▶ EXERCISE INPUTS:
>>>

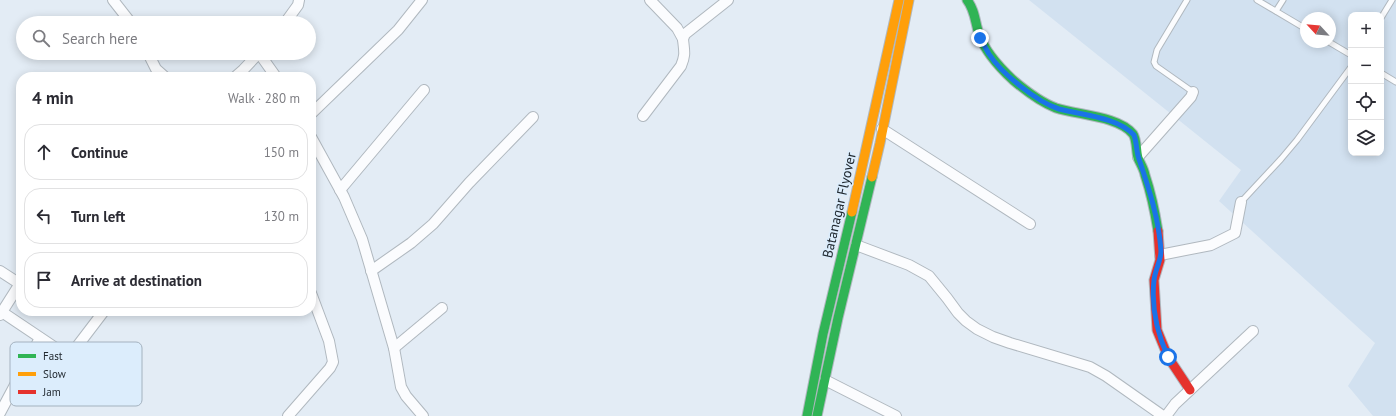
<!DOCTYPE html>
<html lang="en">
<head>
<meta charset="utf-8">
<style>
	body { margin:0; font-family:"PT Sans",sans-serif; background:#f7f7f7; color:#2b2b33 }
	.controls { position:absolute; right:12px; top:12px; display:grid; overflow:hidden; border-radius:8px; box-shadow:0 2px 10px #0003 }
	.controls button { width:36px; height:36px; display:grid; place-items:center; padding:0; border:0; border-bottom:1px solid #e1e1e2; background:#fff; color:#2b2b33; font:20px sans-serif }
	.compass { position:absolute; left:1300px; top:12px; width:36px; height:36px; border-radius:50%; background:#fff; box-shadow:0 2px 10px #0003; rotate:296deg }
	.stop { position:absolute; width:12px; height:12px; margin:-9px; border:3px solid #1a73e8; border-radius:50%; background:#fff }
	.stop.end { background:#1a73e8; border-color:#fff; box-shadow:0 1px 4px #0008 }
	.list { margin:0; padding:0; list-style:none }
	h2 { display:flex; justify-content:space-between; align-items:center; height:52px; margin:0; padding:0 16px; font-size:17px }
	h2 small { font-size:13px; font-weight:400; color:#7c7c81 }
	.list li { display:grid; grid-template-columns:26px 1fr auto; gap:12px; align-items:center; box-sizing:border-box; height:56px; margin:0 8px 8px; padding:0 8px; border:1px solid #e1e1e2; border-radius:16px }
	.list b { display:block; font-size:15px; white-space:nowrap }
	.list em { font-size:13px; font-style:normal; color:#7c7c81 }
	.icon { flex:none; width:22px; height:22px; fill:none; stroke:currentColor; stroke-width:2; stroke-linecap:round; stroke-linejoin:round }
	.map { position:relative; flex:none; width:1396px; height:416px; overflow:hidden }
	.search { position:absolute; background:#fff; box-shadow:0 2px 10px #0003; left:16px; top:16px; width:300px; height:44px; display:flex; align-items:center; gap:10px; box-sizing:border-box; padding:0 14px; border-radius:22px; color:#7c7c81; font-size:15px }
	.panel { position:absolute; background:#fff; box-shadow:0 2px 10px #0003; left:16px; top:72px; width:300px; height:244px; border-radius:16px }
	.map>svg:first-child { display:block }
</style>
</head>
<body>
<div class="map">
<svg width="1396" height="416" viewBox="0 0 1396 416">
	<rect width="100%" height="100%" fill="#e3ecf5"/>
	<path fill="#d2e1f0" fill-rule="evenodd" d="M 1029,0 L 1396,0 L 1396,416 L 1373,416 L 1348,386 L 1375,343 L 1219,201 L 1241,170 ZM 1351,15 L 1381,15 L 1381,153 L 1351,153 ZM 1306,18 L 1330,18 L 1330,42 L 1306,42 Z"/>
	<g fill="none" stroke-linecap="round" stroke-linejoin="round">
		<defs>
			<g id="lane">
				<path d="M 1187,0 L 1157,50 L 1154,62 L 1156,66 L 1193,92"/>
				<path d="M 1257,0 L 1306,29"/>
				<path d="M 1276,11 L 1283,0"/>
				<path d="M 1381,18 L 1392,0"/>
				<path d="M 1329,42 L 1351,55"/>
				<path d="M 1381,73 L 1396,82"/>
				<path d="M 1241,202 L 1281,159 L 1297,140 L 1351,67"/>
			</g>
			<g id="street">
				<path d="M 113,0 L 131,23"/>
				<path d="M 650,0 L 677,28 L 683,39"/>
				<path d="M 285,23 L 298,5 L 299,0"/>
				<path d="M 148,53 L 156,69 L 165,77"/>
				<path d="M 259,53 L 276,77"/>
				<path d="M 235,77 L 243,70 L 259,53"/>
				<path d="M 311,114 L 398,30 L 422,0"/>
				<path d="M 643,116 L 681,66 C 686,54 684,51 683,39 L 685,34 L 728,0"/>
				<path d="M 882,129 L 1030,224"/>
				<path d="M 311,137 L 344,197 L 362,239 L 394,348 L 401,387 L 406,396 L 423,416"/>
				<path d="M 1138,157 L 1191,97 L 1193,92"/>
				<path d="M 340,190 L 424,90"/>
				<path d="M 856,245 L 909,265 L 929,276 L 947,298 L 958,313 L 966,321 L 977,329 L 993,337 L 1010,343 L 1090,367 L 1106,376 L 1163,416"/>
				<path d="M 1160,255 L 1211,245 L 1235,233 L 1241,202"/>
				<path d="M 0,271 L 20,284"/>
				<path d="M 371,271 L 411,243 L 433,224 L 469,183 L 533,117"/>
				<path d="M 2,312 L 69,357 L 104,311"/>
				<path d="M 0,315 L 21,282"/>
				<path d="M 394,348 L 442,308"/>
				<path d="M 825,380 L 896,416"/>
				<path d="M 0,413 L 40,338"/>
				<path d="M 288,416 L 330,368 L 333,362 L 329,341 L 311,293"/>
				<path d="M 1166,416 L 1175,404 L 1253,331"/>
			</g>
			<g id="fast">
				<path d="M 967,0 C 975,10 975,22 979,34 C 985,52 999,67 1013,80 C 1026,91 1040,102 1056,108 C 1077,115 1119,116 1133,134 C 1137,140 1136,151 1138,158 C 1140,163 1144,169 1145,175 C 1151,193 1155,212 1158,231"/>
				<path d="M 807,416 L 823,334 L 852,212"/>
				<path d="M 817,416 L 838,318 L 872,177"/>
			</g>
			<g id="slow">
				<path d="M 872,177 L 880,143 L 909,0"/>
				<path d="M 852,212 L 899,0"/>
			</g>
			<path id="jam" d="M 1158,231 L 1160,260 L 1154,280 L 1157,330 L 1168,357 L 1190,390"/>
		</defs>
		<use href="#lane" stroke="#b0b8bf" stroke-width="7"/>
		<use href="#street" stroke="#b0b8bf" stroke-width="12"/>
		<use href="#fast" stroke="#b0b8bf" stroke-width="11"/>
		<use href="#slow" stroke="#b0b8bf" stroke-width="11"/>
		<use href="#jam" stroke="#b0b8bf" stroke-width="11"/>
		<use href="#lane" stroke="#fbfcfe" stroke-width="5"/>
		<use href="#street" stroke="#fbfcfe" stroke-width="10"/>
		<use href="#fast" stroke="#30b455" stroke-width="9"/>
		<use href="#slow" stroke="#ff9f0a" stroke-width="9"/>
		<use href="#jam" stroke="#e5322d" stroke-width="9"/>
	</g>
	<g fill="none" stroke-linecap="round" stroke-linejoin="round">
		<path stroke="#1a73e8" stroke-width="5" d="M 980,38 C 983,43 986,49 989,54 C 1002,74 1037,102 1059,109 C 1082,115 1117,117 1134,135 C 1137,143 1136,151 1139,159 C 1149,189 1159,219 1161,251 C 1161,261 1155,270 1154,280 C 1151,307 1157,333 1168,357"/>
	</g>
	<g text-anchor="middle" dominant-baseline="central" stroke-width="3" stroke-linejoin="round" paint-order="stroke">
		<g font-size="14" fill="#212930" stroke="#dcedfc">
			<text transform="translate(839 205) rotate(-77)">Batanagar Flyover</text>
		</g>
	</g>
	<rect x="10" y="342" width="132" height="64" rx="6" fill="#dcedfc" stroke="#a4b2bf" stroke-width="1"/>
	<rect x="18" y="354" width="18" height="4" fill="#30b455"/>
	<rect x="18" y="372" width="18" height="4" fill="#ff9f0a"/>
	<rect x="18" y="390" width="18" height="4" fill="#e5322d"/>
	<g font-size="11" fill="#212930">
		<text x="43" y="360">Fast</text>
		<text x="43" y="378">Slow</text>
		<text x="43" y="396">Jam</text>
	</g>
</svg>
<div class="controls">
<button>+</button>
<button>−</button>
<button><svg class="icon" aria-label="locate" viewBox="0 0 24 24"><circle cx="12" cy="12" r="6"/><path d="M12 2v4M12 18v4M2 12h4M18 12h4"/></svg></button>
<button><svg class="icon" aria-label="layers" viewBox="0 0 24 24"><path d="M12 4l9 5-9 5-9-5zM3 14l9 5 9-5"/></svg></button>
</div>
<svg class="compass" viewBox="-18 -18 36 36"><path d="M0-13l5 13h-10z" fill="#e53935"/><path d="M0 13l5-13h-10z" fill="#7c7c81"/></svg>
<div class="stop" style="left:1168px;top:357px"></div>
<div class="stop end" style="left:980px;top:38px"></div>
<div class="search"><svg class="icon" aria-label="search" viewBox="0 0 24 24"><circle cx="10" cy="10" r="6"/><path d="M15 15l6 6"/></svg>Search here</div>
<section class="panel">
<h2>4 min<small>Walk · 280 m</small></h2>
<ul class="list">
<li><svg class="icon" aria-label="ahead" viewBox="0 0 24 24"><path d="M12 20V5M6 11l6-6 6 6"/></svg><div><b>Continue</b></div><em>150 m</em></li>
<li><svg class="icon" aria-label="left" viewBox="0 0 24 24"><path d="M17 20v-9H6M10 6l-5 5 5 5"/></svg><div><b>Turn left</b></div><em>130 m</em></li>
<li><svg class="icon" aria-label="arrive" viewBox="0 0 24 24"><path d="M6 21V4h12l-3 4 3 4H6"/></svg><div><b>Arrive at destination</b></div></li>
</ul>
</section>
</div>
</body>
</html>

<<<

▶ WHAT TO DO:
Where pictures appear, drop them, and reproduce exactly only the lines running from the beginning of the data to the line that contains "position:absolute; left:1300px; top:12px;", inclusive.

▶ OUTPUT OF THE TASK:
<!DOCTYPE html>
<html lang="en">
<head>
<meta charset="utf-8">
<style>
	body { margin:0; font-family:"PT Sans",sans-serif; background:#f7f7f7; color:#2b2b33 }
	.controls { position:absolute; right:12px; top:12px; display:grid; overflow:hidden; border-radius:8px; box-shadow:0 2px 10px #0003 }
	.controls button { width:36px; height:36px; display:grid; place-items:center; padding:0; border:0; border-bottom:1px solid #e1e1e2; background:#fff; color:#2b2b33; font:20px sans-serif }
	.compass { position:absolute; left:1300px; top:12px; width:36px; height:36px; border-radius:50%; background:#fff; box-shadow:0 2px 10px #0003; rotate:296deg }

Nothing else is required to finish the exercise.